2011 war der heute 30-Jährige aus der russischen Föderation mit seiner Frau und einem Kind nach Deutschland eingereist, um Asyl zu beantragen. Er wurde in Strausberg untergebracht. Doch der Antrag wurde abgelehnt. Dagegen legte der Angeklagte Widerspruch ein. 2015 reiste Jusup B. aus, die Behörden vermuten, dass er nach Syrien ging.

Flucht nach Ecuador

Später soll er über die Türkei nach Ecuador geflohen sein, nachdem ein europäischer Haftbefehl gegen ihn erlassen worden war. Als er Anfang August 2018 auf dem niederländischen Flughafen Schipohl landete, nahmen ihn Ermittler fest. Eine Woche später wurde er nach Deutschland ausgeliefert.

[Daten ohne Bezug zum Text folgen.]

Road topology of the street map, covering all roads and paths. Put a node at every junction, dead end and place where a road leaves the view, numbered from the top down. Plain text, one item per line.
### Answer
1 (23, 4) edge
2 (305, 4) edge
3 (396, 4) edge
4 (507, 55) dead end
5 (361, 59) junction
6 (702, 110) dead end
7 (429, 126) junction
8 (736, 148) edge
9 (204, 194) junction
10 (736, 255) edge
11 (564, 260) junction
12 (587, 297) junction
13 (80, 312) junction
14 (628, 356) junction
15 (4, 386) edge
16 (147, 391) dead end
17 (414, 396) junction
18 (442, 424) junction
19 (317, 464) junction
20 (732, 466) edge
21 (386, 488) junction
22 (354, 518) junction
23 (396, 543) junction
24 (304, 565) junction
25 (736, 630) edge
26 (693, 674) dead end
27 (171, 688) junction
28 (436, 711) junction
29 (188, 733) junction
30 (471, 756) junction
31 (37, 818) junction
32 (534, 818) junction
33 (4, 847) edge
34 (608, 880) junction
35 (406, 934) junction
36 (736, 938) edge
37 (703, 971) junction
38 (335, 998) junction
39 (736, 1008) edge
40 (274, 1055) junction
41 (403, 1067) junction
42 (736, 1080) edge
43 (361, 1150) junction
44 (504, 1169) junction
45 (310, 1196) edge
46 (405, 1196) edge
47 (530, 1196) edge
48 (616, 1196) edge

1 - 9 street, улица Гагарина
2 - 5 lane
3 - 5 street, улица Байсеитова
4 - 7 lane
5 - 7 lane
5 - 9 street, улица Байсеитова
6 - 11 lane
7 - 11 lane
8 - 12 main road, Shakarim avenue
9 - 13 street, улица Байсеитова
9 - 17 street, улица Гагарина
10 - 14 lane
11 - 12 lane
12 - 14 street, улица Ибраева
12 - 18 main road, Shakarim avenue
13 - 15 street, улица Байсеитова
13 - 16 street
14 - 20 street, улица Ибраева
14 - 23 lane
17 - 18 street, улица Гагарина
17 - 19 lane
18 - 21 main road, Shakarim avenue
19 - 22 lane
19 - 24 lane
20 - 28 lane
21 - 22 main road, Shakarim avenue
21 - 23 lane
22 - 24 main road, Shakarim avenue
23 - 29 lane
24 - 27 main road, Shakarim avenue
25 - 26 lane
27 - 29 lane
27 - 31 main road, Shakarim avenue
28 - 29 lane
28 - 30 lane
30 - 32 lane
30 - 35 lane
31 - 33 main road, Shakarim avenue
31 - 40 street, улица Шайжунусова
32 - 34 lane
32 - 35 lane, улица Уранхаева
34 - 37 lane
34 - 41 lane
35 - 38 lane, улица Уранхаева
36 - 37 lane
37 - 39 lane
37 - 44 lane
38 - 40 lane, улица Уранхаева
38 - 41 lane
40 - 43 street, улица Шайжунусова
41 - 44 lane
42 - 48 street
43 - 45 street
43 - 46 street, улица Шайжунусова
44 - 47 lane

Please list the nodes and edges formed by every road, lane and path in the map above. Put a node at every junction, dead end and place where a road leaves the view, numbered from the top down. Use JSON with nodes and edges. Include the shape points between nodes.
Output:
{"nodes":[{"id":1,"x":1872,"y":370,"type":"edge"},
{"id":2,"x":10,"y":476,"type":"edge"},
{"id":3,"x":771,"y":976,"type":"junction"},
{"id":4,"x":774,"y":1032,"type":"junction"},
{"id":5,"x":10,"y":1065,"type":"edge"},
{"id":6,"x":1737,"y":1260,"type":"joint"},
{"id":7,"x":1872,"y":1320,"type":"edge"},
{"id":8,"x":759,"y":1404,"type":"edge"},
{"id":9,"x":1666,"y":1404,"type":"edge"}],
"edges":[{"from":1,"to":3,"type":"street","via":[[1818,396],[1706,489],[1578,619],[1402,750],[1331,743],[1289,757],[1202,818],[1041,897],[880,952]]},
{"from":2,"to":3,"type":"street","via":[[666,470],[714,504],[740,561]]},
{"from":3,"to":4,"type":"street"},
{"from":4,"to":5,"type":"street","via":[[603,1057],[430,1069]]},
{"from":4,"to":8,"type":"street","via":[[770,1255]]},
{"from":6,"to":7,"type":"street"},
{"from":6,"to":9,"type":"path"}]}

Nach Einschätzung der Sicherheitsbehörden gilt Jusup B. als einer der gefährlichsten der rund ein Dutzend sogenannten islamistischen Gefährder, die sich in Brandenburg aufhalten. Mit der Festnahme des Tatverdächtigen wurde für die kriminalpolizeilichen Ermittlungen in der Staatsschutzabteilung des Landeskriminalamtes Brandenburg eine achtköpfige Ermittlungsgruppe eingerichtet. An der Auslieferung waren die Sicherheitsbehörden der Niederlande, des Bundeskriminalamts, des LKA Nordrhein-Westfalen und das LKA Brandenburg beteiligt, teilte die Polizei mit.